§ 23 SächsKAG, Vorauszahlungen

§ 23 SächsKAG
Sächsisches Kommunalabgabengesetz (SächsKAG)
Landesrecht Sachsen

Abschnitt 4 – Beiträge für öffentliche Einrichtungen

Titel: Sächsisches Kommunalabgabengesetz (SächsKAG)
Normgeber: Sachsen
Amtliche Abkürzung: SächsKAG
Gliederungs-Nr.: 51-1
Normtyp: Gesetz

(1) Der Beitragsberechtigte kann angemessene Vorauszahlungen auf die Beitragsschuld verlangen, sobald er mit der Herstellung der Einrichtung beginnt. Die Vorauszahlung ist mit der endgültigen Beitragsschuld zu verrechnen, auch wenn derjenige, der die Vorauszahlung geleistet hat, nicht beitragspflichtig ist.
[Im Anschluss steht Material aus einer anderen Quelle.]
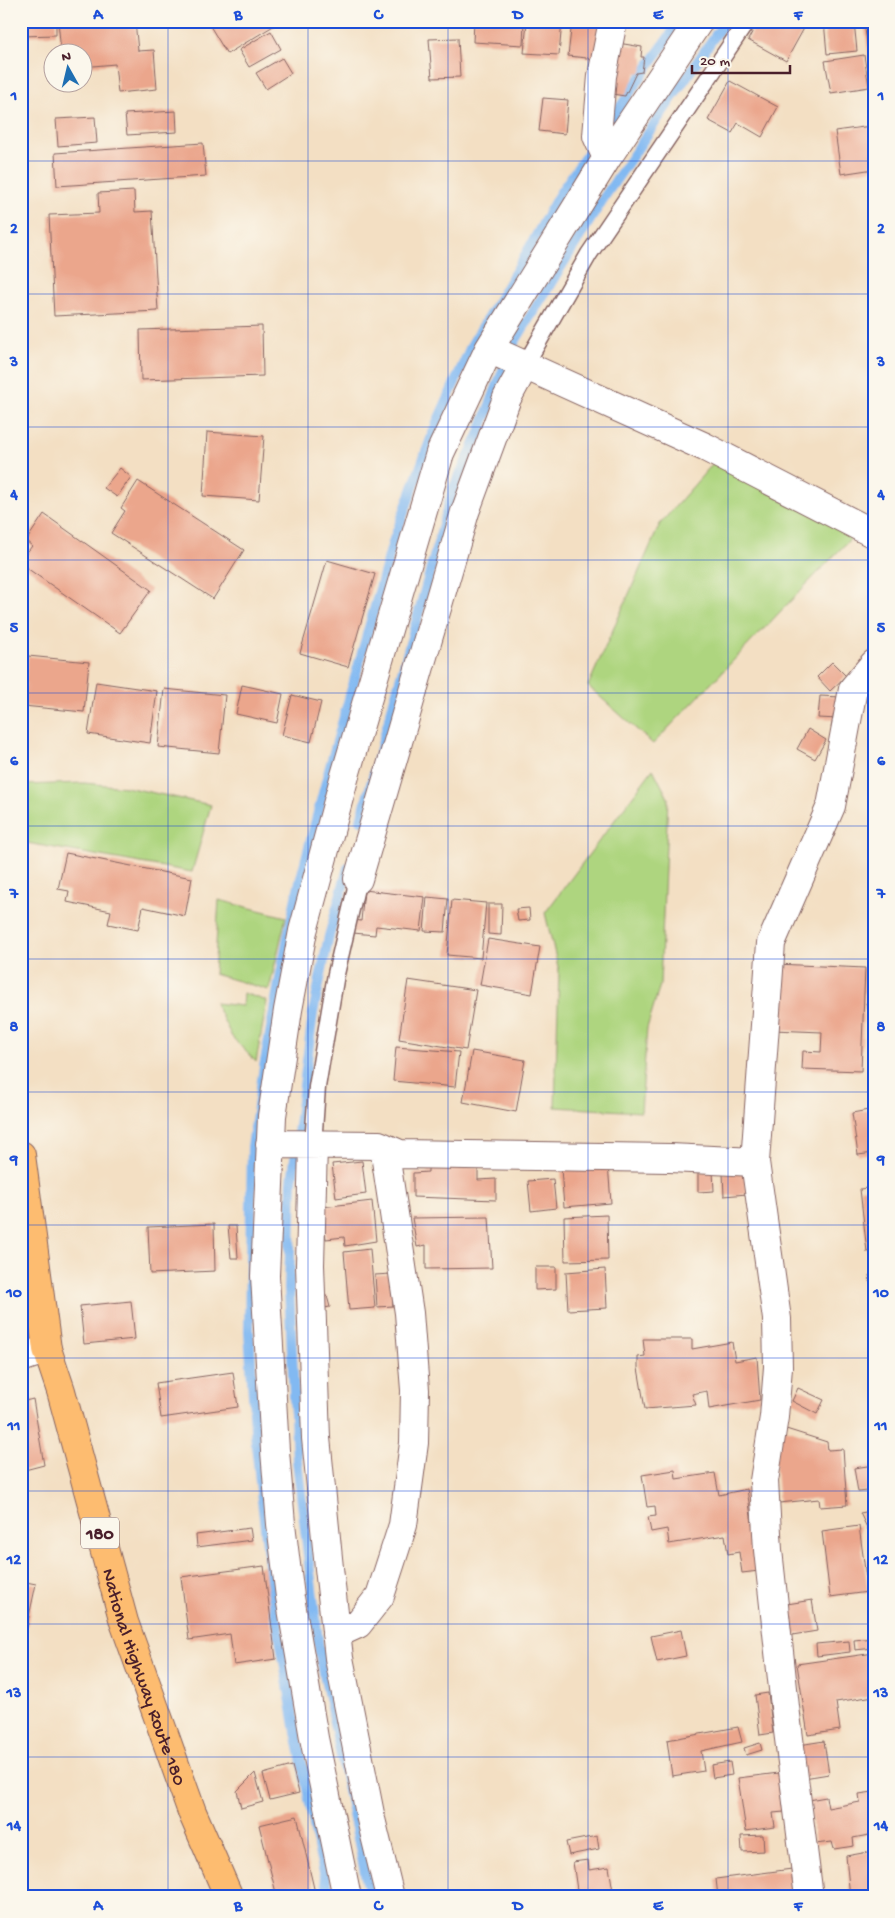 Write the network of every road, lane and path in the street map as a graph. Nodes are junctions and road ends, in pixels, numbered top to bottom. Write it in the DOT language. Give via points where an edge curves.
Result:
graph roads {
  1 [pos="613,21"];
  2 [pos="699,21"];
  3 [pos="748,21"];
  4 [pos="602,148"];
  5 [pos="507,357"];
  6 [pos="874,534"];
  7 [pos="874,664"];
  8 [pos="358,879"];
  9 [pos="293,1145"];
  10 [pos="384,1147"];
  11 [pos="21,1155"];
  12 [pos="755,1162"];
  13 [pos="47,1349"];
  14 [pos="21,1358"];
  15 [pos="336,1634"];
  16 [pos="229,1897"];
  17 [pos="347,1897"];
  18 [pos="390,1897"];
  19 [pos="809,1897"];
  1 -- 4 [label="street" via="602,76"];
  2 -- 4 [label="street"];
  3 -- 5 [label="lane" via="589,254"];
  4 -- 5 [label="street"];
  5 -- 6 [label="street" via="705,447"];
  5 -- 8 [label="street" via="506,398 464,512"];
  5 -- 9 [label="street" via="440,453 341,788 303,931 272,1116"];
  7 -- 12 [label="street" via="853,689 831,806 771,943"];
  8 -- 9 [label="lane" via="336,974 317,1087"];
  9 -- 10 [label="street" via="378,1144"];
  9 -- 15 [label="street" via="310,1265 316,1438"];
  9 -- 17 [label="street" via="265,1276 275,1452 290,1597 314,1738"];
  10 -- 12 [label="street" via="400,1154"];
  10 -- 15 [label="street" via="408,1313 415,1390 414,1443 403,1525 380,1596 358,1624"];
  11 -- 13 [label="highway, National Highway Route 180 / 180"];
  12 -- 19 [label="street" via="777,1319 774,1417 764,1481 768,1550 784,1707"];
  13 -- 14 [label="street"];
  13 -- 16 [label="highway, National Highway Route 180 / 180" via="124,1622 192,1812"];
  15 -- 18 [label="street" via="371,1819"];
} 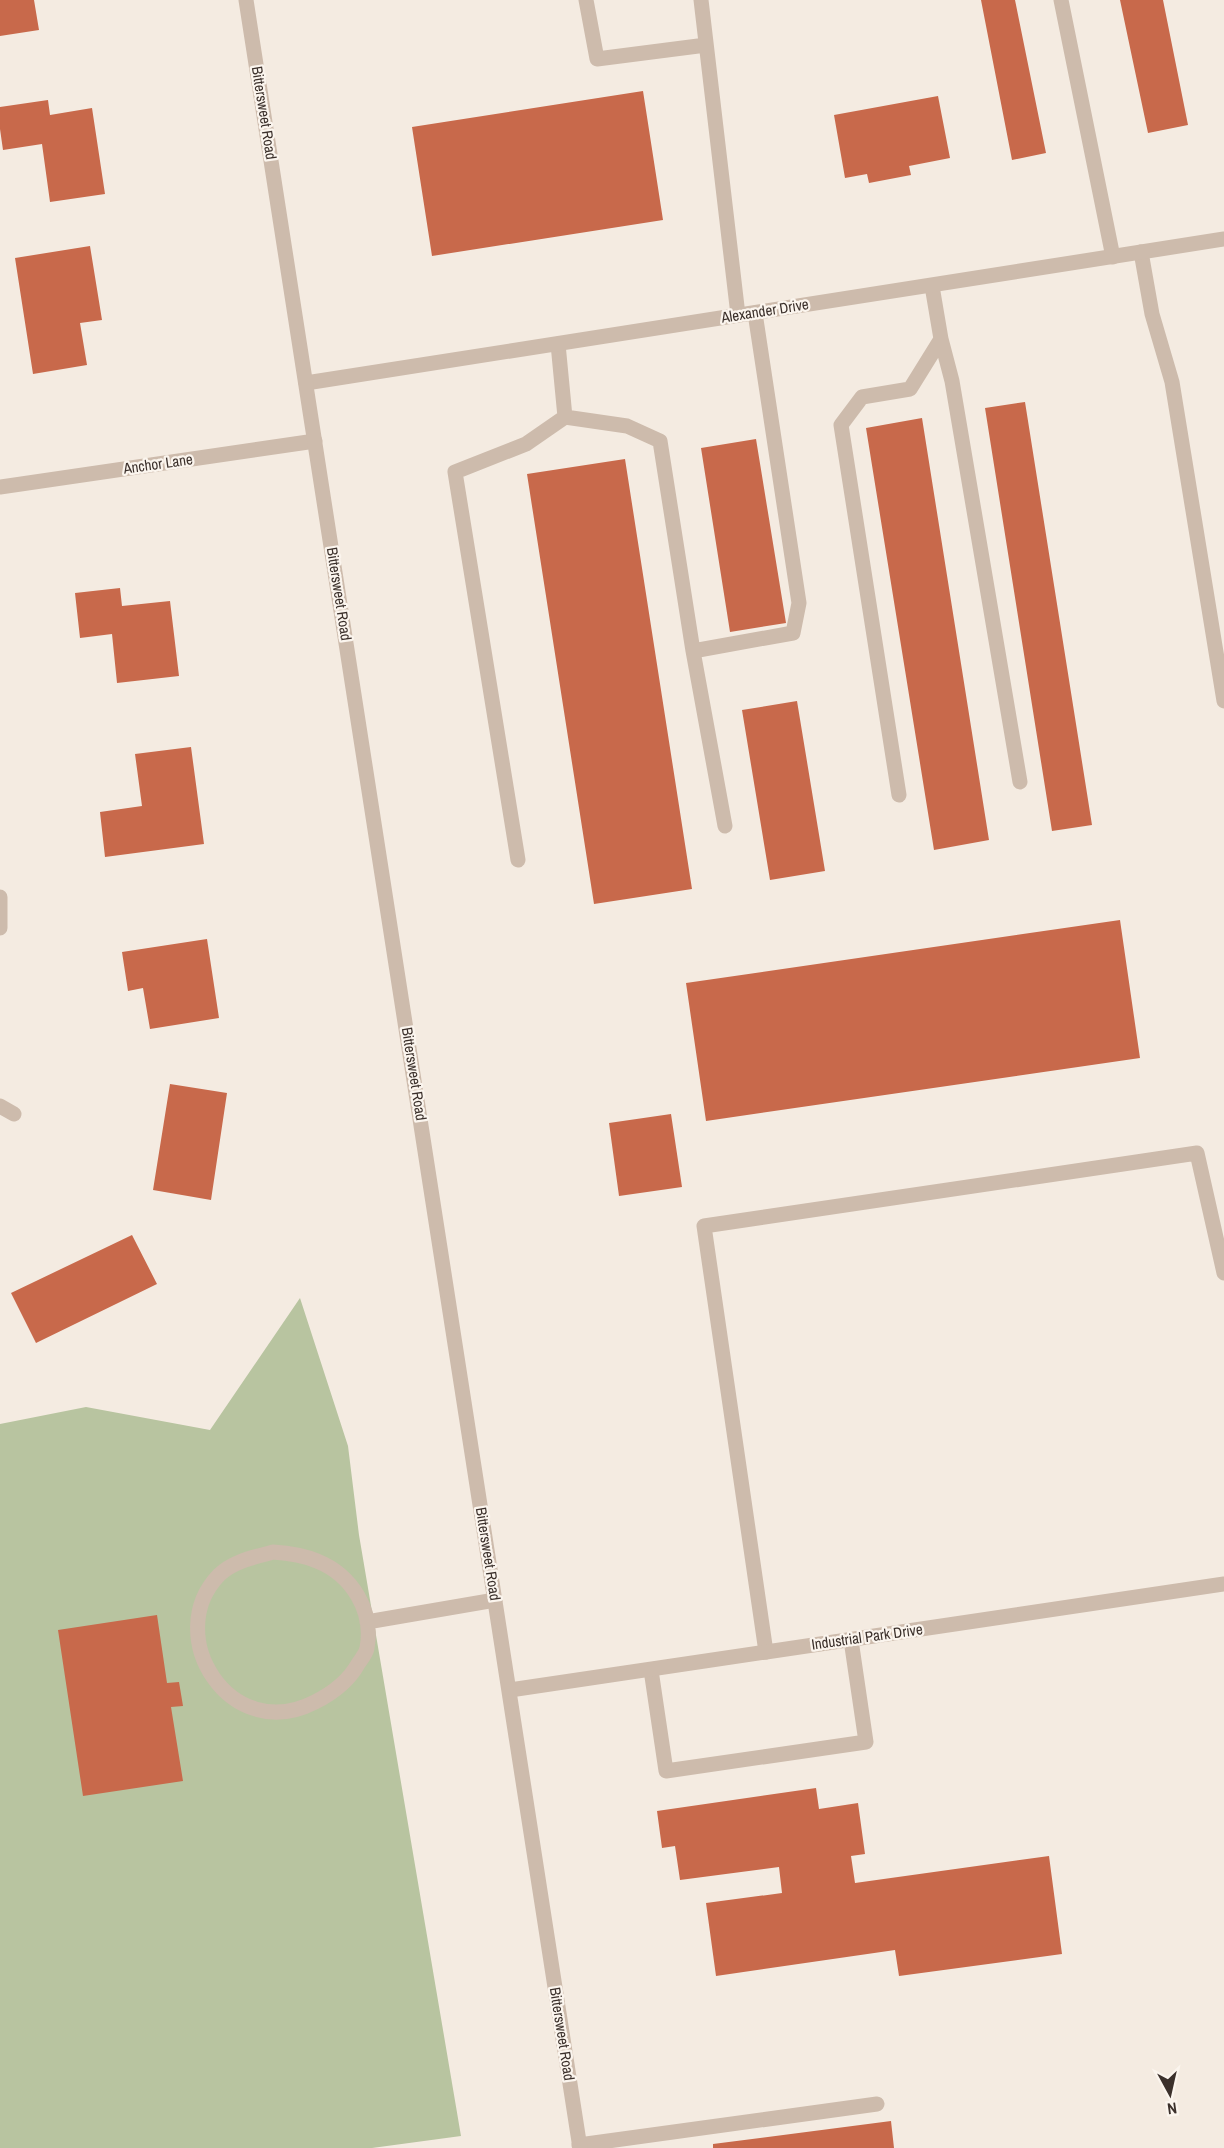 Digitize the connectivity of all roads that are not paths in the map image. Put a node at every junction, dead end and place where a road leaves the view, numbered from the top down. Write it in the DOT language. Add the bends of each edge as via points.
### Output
graph roads {
  1 [pos="246,0"];
  2 [pos="586,0"];
  3 [pos="701,0"];
  4 [pos="1061,0"];
  5 [pos="706,45"];
  6 [pos="1224,239"];
  7 [pos="1141,252"];
  8 [pos="1113,257"];
  9 [pos="932,286"];
  10 [pos="755,313"];
  11 [pos="738,315"];
  12 [pos="941,339"];
  13 [pos="558,344"];
  14 [pos="306,383"];
  15 [pos="566,417"];
  16 [pos="315,441"];
  17 [pos="0,487"];
  18 [pos="693,651"];
  19 [pos="1224,701"];
  20 [pos="1020,782"];
  21 [pos="898,795"];
  22 [pos="725,826"];
  23 [pos="518,861"];
  24 [pos="0,897"];
  25 [pos="0,928"];
  26 [pos="0,1106"];
  27 [pos="14,1114"];
  28 [pos="1224,1273"];
  29 [pos="1224,1584"];
  30 [pos="495,1600"];
  31 [pos="367,1622"];
  32 [pos="851,1640"];
  33 [pos="766,1652"];
  34 [pos="651,1670"];
  35 [pos="510,1690"];
  36 [pos="877,2104"];
  37 [pos="579,2146"];
  1 -- 14 [label="street, Bittersweet Road"];
  2 -- 5 [label="street" via="597,59"];
  3 -- 5 [label="street"];
  4 -- 8 [label="street"];
  5 -- 11 [label="street"];
  6 -- 7 [label="street, Alexander Drive"];
  7 -- 8 [label="street, Alexander Drive"];
  7 -- 19 [label="street" via="1152,314 1172,382"];
  8 -- 9 [label="street, Alexander Drive"];
  9 -- 10 [label="street, Alexander Drive"];
  9 -- 12 [label="street"];
  10 -- 11 [label="street, Alexander Drive"];
  10 -- 18 [label="street" via="800,603 793,633"];
  11 -- 13 [label="street, Alexander Drive"];
  12 -- 20 [label="street" via="952,381"];
  12 -- 21 [label="street" via="910,389 862,397 841,425"];
  13 -- 14 [label="street, Alexander Drive"];
  13 -- 15 [label="street"];
  14 -- 16 [label="street, Bittersweet Road"];
  15 -- 18 [label="street" via="627,426 660,441"];
  15 -- 23 [label="street" via="526,444 455,472"];
  16 -- 17 [label="street, Anchor Lane"];
  16 -- 30 [label="street, Bittersweet Road"];
  18 -- 22 [label="street"];
  24 -- 25 [label="street"];
  26 -- 27 [label="street"];
  28 -- 33 [label="street" via="1197,1153 704,1226"];
  29 -- 32 [label="street, Industrial Park Drive"];
  30 -- 31 [label="street"];
  30 -- 35 [label="street, Bittersweet Road"];
  31 -- 31 [label="street" via="360,1597 342,1576 319,1562 273,1552 247,1559 221,1573 207,1590 199,1617 198,1644 209,1672 226,1695 251,1709 280,1713 308,1706 331,1694 352,1674 367,1650"];
  32 -- 33 [label="street, Industrial Park Drive"];
  32 -- 34 [label="street" via="866,1742 666,1771"];
  33 -- 34 [label="street, Industrial Park Drive"];
  34 -- 35 [label="street, Industrial Park Drive"];
  35 -- 37 [label="street, Bittersweet Road"];
  36 -- 37 [label="street"];
}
(2) Ist die Beitragsschuld sechs Jahre nach Bekanntgabe des Vorauszahlungsbescheids noch nicht entstanden, kann die Vorauszahlung vom Grundstückseigentümer oder Erbbauberechtigten oder sonst dinglich zur baulichen Nutzung Berechtigten zurückverlangt werden, wenn die Einrichtung bis zu diesem Zeitpunkt noch nicht benutzbar ist. § 133 Abs. 3 Satz 4 BauGB gilt entsprechend. Satz 1 findet keine Anwendung, soweit Teilanlagen erst später errichtet werden und die darauf entfallenden Investitionen bei der Bemessung der Vorauszahlung nicht berücksichtigt worden sind.